**EXERCISE BRIEF**
Check the records below line by line. Give the count of lines with "Cubera", and nothing else.

++++++++

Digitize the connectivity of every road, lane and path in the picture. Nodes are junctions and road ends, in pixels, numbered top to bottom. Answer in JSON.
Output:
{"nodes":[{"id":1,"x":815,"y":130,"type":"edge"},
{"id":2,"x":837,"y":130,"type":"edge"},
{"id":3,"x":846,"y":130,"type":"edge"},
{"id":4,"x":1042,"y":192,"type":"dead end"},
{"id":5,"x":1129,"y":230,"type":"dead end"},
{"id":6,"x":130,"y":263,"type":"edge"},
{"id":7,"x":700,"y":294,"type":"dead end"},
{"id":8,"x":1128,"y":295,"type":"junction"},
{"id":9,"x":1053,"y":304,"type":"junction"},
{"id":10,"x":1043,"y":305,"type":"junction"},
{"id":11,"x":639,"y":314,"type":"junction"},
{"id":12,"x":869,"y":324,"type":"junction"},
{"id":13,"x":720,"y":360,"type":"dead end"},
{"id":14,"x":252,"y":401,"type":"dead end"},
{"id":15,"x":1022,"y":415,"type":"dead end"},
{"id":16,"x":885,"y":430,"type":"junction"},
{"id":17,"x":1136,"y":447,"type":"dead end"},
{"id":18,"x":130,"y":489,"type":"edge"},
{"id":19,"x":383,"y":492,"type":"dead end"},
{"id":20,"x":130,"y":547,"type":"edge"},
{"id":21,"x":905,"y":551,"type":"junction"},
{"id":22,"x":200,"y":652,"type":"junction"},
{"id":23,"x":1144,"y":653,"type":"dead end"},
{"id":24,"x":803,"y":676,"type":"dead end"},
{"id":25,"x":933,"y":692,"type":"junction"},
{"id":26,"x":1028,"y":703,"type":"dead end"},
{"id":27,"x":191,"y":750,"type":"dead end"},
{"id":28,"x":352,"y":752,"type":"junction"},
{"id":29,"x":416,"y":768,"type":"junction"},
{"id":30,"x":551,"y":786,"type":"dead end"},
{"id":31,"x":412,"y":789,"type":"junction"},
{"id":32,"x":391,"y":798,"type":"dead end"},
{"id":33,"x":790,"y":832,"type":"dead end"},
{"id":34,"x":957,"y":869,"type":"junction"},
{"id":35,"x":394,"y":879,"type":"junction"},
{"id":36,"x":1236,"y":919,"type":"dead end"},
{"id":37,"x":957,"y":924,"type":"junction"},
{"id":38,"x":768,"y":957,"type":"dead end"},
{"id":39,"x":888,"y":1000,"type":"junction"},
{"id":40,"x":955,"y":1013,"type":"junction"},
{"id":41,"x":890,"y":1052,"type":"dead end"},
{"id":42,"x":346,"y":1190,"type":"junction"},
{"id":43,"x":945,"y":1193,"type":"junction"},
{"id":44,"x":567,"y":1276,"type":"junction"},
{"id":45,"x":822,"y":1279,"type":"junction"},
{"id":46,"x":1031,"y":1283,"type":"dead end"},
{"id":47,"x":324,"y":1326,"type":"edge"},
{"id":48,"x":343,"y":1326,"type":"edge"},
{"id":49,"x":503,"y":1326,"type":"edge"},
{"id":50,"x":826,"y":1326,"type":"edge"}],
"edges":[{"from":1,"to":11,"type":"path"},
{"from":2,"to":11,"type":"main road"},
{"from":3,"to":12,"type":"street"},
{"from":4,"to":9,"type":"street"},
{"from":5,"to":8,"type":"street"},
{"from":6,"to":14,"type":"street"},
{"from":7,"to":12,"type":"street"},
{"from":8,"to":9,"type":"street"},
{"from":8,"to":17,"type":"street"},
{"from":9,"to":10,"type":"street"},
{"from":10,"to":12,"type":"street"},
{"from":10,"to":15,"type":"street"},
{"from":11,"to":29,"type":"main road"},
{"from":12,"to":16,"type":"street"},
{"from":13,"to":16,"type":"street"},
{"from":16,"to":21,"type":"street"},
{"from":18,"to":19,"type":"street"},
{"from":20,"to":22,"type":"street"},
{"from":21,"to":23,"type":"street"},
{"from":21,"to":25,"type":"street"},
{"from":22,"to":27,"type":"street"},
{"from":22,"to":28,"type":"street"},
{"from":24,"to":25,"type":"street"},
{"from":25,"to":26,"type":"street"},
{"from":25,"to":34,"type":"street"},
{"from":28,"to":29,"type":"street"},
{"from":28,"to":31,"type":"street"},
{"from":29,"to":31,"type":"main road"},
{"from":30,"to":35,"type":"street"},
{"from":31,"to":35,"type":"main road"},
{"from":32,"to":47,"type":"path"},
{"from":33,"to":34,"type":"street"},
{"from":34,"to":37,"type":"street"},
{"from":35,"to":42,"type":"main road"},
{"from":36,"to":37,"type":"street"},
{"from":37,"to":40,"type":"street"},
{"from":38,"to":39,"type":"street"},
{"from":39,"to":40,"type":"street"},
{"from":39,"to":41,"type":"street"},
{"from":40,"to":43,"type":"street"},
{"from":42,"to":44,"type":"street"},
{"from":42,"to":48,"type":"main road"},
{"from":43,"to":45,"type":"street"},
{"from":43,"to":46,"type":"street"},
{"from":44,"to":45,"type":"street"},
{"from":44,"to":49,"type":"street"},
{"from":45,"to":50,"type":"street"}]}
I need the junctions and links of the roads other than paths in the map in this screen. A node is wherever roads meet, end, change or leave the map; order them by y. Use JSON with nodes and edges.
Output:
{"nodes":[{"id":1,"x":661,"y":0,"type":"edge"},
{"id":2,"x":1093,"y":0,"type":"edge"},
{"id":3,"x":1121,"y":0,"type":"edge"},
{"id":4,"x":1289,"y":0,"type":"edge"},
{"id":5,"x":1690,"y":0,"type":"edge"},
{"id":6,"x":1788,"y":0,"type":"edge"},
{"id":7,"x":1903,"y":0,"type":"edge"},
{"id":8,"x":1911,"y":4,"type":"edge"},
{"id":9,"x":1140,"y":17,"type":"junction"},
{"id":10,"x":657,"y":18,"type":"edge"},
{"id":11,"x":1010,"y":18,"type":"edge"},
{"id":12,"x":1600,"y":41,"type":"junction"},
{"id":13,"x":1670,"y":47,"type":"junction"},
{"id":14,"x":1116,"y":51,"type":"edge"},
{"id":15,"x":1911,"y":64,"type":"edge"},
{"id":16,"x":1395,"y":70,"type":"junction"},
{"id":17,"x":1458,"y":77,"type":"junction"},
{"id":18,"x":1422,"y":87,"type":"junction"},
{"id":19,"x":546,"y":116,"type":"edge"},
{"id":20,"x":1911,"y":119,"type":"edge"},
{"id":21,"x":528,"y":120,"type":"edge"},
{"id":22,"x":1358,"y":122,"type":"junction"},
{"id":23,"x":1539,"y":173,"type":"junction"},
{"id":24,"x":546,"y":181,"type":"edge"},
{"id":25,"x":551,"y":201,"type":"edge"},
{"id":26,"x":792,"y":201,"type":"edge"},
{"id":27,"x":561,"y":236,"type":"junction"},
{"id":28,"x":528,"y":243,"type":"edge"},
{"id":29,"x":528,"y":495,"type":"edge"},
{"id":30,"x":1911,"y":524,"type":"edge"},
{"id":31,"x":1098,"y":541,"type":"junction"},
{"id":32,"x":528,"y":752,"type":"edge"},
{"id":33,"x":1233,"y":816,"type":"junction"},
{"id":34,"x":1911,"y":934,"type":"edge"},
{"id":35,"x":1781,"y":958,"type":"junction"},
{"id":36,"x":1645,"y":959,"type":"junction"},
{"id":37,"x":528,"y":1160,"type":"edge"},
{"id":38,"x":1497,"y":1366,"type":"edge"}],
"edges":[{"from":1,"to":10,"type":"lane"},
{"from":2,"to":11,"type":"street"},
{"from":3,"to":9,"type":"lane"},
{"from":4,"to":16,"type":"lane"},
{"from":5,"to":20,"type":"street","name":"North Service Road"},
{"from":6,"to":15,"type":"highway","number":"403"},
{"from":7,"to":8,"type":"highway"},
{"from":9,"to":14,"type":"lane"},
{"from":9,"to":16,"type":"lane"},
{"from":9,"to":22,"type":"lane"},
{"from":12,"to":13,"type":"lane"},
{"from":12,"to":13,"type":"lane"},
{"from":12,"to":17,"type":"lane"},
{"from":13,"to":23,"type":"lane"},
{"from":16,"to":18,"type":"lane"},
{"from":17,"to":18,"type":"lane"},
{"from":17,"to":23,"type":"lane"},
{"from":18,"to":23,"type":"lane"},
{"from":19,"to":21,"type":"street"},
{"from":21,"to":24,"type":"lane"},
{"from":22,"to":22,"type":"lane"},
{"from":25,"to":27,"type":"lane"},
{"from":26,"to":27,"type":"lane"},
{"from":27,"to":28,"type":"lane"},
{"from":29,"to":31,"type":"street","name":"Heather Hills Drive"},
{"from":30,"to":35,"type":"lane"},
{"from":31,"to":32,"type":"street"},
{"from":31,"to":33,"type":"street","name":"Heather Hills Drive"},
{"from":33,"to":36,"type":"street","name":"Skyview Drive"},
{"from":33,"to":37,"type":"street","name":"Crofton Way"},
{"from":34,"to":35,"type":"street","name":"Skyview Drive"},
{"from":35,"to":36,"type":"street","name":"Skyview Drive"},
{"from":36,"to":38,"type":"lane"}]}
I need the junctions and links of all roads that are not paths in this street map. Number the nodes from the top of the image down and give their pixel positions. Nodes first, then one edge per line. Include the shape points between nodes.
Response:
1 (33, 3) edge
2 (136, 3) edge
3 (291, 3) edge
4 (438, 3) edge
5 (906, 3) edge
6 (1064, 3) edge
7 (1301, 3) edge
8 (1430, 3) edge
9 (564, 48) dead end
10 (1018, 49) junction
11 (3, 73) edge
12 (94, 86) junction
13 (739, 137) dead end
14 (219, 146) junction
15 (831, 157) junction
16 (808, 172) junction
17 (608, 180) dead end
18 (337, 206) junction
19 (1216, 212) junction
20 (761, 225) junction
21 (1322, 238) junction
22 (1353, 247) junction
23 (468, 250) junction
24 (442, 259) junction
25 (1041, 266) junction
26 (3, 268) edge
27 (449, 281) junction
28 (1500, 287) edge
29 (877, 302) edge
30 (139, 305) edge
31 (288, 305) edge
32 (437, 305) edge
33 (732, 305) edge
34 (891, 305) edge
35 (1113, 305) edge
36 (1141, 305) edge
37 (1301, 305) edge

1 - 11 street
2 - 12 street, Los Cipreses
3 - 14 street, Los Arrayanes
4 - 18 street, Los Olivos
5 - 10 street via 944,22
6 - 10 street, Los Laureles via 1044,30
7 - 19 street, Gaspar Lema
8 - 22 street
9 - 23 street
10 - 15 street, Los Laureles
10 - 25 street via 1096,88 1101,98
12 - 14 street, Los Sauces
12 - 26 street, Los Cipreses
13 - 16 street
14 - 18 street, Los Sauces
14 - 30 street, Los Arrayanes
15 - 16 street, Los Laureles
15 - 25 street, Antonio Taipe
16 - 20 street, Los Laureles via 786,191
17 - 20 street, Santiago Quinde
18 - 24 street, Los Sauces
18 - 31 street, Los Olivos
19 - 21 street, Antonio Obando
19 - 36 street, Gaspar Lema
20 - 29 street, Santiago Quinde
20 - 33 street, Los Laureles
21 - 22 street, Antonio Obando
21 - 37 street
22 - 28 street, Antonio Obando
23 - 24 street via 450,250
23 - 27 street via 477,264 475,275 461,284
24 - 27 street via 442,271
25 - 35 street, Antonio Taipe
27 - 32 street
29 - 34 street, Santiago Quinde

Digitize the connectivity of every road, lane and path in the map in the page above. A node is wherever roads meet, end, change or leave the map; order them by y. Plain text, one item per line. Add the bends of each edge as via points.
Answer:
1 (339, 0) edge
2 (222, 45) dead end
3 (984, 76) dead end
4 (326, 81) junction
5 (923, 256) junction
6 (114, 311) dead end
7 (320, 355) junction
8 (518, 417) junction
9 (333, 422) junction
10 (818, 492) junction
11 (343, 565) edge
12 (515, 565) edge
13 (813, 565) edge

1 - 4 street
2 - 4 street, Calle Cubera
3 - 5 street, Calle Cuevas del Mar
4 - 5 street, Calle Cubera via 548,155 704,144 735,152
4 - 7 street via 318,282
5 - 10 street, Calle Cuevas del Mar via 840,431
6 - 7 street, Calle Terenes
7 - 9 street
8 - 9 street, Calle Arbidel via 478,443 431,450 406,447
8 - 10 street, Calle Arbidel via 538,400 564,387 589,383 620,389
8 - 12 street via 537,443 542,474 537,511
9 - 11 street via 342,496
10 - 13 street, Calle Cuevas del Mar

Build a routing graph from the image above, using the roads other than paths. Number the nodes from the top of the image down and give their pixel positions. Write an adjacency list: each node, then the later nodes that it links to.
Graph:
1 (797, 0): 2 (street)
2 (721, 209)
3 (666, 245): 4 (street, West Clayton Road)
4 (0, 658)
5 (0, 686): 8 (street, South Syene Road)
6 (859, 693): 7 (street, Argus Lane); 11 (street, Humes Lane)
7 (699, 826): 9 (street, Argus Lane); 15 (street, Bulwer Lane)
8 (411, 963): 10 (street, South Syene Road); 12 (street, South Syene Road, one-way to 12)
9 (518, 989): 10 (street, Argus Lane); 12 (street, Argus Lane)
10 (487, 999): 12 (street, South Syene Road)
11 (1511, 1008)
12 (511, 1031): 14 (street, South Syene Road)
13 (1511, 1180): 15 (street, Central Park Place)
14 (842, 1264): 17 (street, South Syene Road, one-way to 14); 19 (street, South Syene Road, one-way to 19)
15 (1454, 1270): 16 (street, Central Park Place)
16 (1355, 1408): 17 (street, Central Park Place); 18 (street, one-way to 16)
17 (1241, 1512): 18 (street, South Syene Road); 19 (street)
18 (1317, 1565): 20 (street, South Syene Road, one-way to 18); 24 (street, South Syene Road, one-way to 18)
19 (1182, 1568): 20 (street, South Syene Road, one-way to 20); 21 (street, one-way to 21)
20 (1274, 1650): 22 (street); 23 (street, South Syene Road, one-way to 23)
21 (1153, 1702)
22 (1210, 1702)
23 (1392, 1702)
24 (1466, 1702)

++++++++

**SOLUTION FOR THIS PROBLEM**
2